Problem statement: Where a line of the records contains the word "FLYOVER", show that line.

*** Opening of Data for the task ***

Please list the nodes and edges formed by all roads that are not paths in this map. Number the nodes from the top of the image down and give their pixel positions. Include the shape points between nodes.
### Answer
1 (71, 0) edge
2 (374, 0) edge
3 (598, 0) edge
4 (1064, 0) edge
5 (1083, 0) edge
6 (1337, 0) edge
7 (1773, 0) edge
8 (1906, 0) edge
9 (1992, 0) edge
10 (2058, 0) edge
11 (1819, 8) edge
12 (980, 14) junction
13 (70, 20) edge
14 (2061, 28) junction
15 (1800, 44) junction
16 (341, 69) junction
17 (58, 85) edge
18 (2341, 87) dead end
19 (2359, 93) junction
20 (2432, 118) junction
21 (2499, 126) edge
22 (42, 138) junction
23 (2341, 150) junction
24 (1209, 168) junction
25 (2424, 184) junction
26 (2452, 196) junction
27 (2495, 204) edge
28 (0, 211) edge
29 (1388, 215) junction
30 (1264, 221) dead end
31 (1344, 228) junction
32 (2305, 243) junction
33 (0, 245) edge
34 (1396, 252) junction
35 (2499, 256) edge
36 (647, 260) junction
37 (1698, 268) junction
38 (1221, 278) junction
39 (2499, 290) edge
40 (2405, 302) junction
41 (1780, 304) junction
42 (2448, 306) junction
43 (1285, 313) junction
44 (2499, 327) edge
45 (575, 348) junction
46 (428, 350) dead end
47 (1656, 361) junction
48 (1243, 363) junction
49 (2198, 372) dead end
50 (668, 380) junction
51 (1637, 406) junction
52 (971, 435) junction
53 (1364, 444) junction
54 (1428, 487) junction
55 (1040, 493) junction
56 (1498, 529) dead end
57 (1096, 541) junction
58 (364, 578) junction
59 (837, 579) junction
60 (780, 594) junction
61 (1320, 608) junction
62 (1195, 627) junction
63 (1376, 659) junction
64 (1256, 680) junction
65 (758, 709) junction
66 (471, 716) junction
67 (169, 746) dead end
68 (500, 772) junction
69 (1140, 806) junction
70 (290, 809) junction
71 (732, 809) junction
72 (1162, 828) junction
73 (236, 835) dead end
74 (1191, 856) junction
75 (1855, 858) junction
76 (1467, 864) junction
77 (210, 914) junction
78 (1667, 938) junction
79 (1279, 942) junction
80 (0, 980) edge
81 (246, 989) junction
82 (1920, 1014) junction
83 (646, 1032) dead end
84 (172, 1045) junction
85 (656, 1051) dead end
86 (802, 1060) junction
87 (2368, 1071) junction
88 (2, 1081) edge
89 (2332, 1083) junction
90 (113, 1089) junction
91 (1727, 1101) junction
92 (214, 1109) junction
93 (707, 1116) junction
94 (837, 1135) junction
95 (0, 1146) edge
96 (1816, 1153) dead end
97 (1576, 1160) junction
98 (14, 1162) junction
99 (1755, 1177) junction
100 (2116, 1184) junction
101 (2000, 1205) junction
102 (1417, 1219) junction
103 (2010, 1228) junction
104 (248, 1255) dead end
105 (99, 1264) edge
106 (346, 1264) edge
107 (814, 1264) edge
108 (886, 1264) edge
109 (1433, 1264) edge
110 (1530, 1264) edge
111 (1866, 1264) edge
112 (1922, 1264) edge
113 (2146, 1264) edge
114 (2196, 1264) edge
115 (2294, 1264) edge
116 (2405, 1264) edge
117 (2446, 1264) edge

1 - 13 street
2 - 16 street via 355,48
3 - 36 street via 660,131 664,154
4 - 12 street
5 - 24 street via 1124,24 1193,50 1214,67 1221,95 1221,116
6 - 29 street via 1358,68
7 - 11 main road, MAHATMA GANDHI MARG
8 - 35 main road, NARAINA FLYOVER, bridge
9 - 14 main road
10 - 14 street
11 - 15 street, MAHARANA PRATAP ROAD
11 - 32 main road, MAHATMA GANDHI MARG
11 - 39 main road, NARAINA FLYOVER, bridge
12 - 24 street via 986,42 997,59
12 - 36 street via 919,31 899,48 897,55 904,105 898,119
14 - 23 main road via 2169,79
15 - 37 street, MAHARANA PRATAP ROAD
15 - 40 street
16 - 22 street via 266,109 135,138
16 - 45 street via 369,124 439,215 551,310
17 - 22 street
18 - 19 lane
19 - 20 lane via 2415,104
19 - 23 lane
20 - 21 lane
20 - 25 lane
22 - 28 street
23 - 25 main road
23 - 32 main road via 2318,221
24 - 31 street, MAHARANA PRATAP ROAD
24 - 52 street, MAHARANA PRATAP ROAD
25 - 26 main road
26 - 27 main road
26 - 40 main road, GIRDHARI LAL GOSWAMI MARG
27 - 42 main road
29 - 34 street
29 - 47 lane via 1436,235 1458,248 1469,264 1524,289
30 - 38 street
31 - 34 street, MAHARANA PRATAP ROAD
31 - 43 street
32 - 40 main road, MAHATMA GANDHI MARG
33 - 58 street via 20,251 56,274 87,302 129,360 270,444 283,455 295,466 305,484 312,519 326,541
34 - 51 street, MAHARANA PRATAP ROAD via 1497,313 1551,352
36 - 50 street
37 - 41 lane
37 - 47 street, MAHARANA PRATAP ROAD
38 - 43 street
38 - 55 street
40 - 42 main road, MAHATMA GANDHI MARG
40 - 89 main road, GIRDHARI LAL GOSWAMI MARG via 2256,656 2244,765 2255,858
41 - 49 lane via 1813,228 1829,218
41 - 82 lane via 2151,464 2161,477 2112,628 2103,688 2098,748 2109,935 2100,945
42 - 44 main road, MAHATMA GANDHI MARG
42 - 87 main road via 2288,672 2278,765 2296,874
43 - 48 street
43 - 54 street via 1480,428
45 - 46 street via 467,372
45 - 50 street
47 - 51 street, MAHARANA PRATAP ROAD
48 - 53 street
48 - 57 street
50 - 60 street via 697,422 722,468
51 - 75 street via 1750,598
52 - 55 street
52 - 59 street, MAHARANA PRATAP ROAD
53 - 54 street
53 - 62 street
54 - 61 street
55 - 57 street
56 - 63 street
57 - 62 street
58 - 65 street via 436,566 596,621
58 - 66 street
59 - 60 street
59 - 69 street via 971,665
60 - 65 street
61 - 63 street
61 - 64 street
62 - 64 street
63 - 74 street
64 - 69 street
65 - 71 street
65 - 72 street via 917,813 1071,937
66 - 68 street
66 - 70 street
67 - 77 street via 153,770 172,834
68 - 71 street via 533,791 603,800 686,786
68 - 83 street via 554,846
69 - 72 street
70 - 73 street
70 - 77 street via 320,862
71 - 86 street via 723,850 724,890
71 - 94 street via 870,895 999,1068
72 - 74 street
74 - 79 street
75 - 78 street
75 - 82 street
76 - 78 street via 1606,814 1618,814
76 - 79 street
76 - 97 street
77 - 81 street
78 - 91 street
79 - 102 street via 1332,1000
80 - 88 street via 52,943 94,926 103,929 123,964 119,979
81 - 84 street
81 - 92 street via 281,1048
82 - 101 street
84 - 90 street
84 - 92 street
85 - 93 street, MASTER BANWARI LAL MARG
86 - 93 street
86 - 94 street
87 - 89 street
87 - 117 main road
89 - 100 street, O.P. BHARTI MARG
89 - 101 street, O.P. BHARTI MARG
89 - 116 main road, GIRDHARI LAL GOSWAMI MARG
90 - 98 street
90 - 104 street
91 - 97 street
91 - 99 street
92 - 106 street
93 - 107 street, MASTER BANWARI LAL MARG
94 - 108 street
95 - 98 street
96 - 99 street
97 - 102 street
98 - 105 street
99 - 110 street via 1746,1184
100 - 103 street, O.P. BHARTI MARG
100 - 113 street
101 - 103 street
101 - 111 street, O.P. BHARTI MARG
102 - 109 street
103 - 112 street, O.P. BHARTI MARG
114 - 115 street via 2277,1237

*** Close of Data for the task ***

Response:
8 - 35 main road, NARAINA FLYOVER, bridge
11 - 39 main road, NARAINA FLYOVER, bridge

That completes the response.